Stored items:
++++

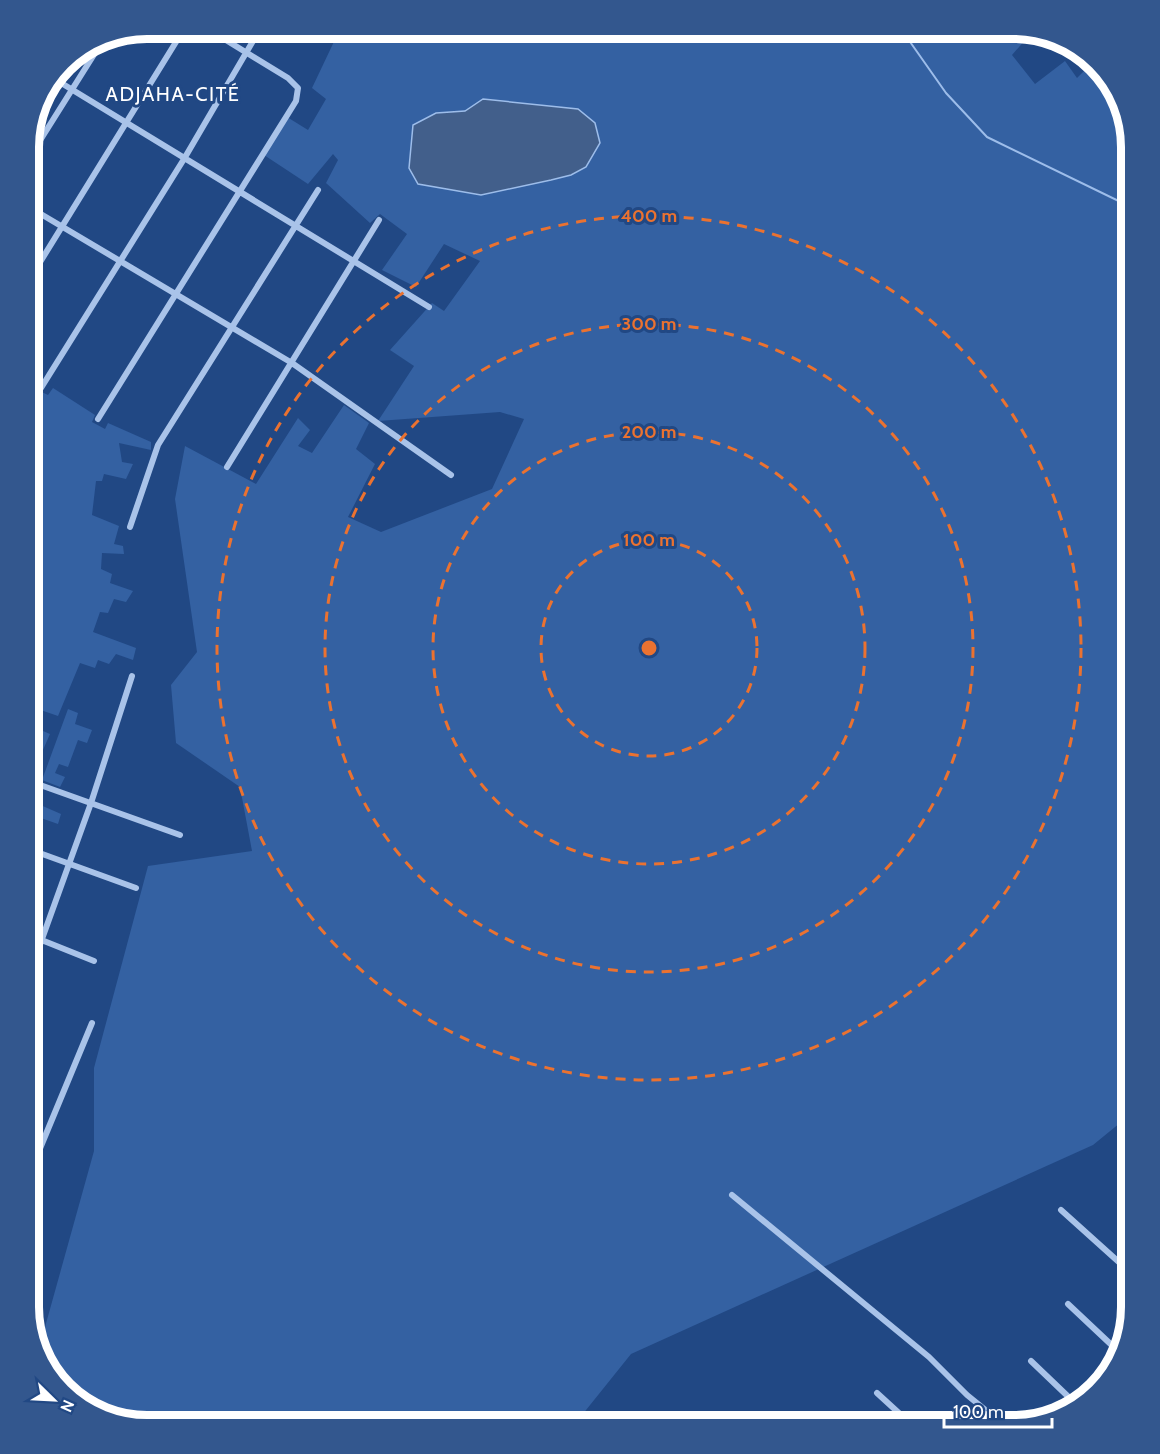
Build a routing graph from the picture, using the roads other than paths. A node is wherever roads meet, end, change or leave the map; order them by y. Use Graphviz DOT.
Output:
graph roads {
  1 [pos="177,39"];
  2 [pos="225,39"];
  3 [pos="254,39"];
  4 [pos="96,52"];
  5 [pos="246,52"];
  6 [pos="60,82"];
  7 [pos="72,90"];
  8 [pos="126,122"];
  9 [pos="39,142"];
  10 [pos="184,159"];
  11 [pos="318,189"];
  12 [pos="238,190"];
  13 [pos="39,213"];
  14 [pos="379,220"];
  15 [pos="296,225"];
  16 [pos="62,226"];
  17 [pos="354,261"];
  18 [pos="121,262"];
  19 [pos="39,264"];
  20 [pos="175,294"];
  21 [pos="429,306"];
  22 [pos="232,327"];
  23 [pos="292,363"];
  24 [pos="41,388"];
  25 [pos="98,419"];
  26 [pos="227,467"];
  27 [pos="451,475"];
  28 [pos="130,528"];
  29 [pos="132,676"];
  30 [pos="39,785"];
  31 [pos="91,803"];
  32 [pos="180,835"];
  33 [pos="39,853"];
  34 [pos="67,863"];
  35 [pos="136,888"];
  36 [pos="39,939"];
  37 [pos="42,940"];
  38 [pos="39,948"];
  39 [pos="94,961"];
  40 [pos="92,1023"];
  41 [pos="39,1148"];
  42 [pos="732,1194"];
  43 [pos="1061,1210"];
  44 [pos="1121,1264"];
  45 [pos="1068,1304"];
  46 [pos="1113,1347"];
  47 [pos="1031,1361"];
  48 [pos="877,1393"];
  49 [pos="1070,1399"];
  50 [pos="901,1415"];
  51 [pos="992,1415"];
  1 -- 8 [label="street"];
  2 -- 5 [label="street"];
  3 -- 5 [label="street"];
  4 -- 7 [label="street"];
  5 -- 10 [label="street"];
  5 -- 12 [label="street"];
  6 -- 7 [label="street"];
  7 -- 8 [label="street"];
  7 -- 9 [label="street"];
  8 -- 10 [label="street"];
  8 -- 16 [label="street"];
  10 -- 12 [label="street"];
  10 -- 18 [label="street"];
  11 -- 15 [label="street"];
  12 -- 15 [label="street"];
  12 -- 20 [label="street"];
  13 -- 16 [label="street"];
  14 -- 17 [label="street"];
  15 -- 17 [label="street"];
  15 -- 22 [label="street"];
  16 -- 18 [label="street"];
  16 -- 19 [label="street"];
  17 -- 21 [label="street"];
  17 -- 23 [label="street"];
  18 -- 20 [label="street"];
  18 -- 24 [label="street"];
  20 -- 22 [label="street"];
  20 -- 25 [label="street"];
  22 -- 23 [label="street"];
  22 -- 28 [label="street"];
  23 -- 26 [label="street"];
  23 -- 27 [label="street"];
  29 -- 31 [label="street"];
  30 -- 31 [label="street"];
  31 -- 32 [label="street"];
  31 -- 34 [label="street"];
  33 -- 34 [label="street"];
  34 -- 35 [label="street"];
  34 -- 37 [label="street"];
  36 -- 37 [label="street"];
  37 -- 38 [label="street"];
  37 -- 39 [label="street"];
  40 -- 41 [label="street"];
  42 -- 51 [label="street"];
  43 -- 44 [label="street"];
  45 -- 46 [label="street"];
  47 -- 49 [label="street"];
  48 -- 50 [label="street"];
}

++++

▶ **TASK DIRECTIONS**
The answer must be an exact copy of the records, with no pictures in it.

▶ **SOLUTION TO THE EXERCISE**
Build a routing graph from the picture, using the roads other than paths. A node is wherever roads meet, end, change or leave the map; order them by y. Use Graphviz DOT.
Output:
graph roads {
  1 [pos="177,39"];
  2 [pos="225,39"];
  3 [pos="254,39"];
  4 [pos="96,52"];
  5 [pos="246,52"];
  6 [pos="60,82"];
  7 [pos="72,90"];
  8 [pos="126,122"];
  9 [pos="39,142"];
  10 [pos="184,159"];
  11 [pos="318,189"];
  12 [pos="238,190"];
  13 [pos="39,213"];
  14 [pos="379,220"];
  15 [pos="296,225"];
  16 [pos="62,226"];
  17 [pos="354,261"];
  18 [pos="121,262"];
  19 [pos="39,264"];
  20 [pos="175,294"];
  21 [pos="429,306"];
  22 [pos="232,327"];
  23 [pos="292,363"];
  24 [pos="41,388"];
  25 [pos="98,419"];
  26 [pos="227,467"];
  27 [pos="451,475"];
  28 [pos="130,528"];
  29 [pos="132,676"];
  30 [pos="39,785"];
  31 [pos="91,803"];
  32 [pos="180,835"];
  33 [pos="39,853"];
  34 [pos="67,863"];
  35 [pos="136,888"];
  36 [pos="39,939"];
  37 [pos="42,940"];
  38 [pos="39,948"];
  39 [pos="94,961"];
  40 [pos="92,1023"];
  41 [pos="39,1148"];
  42 [pos="732,1194"];
  43 [pos="1061,1210"];
  44 [pos="1121,1264"];
  45 [pos="1068,1304"];
  46 [pos="1113,1347"];
  47 [pos="1031,1361"];
  48 [pos="877,1393"];
  49 [pos="1070,1399"];
  50 [pos="901,1415"];
  51 [pos="992,1415"];
  1 -- 8 [label="street"];
  2 -- 5 [label="street"];
  3 -- 5 [label="street"];
  4 -- 7 [label="street"];
  5 -- 10 [label="street"];
  5 -- 12 [label="street"];
  6 -- 7 [label="street"];
  7 -- 8 [label="street"];
  7 -- 9 [label="street"];
  8 -- 10 [label="street"];
  8 -- 16 [label="street"];
  10 -- 12 [label="street"];
  10 -- 18 [label="street"];
  11 -- 15 [label="street"];
  12 -- 15 [label="street"];
  12 -- 20 [label="street"];
  13 -- 16 [label="street"];
  14 -- 17 [label="street"];
  15 -- 17 [label="street"];
  15 -- 22 [label="street"];
  16 -- 18 [label="street"];
  16 -- 19 [label="street"];
  17 -- 21 [label="street"];
  17 -- 23 [label="street"];
  18 -- 20 [label="street"];
  18 -- 24 [label="street"];
  20 -- 22 [label="street"];
  20 -- 25 [label="street"];
  22 -- 23 [label="street"];
  22 -- 28 [label="street"];
  23 -- 26 [label="street"];
  23 -- 27 [label="street"];
  29 -- 31 [label="street"];
  30 -- 31 [label="street"];
  31 -- 32 [label="street"];
  31 -- 34 [label="street"];
  33 -- 34 [label="street"];
  34 -- 35 [label="street"];
  34 -- 37 [label="street"];
  36 -- 37 [label="street"];
  37 -- 38 [label="street"];
  37 -- 39 [label="street"];
  40 -- 41 [label="street"];
  42 -- 51 [label="street"];
  43 -- 44 [label="street"];
  45 -- 46 [label="street"];
  47 -- 49 [label="street"];
  48 -- 50 [label="street"];
}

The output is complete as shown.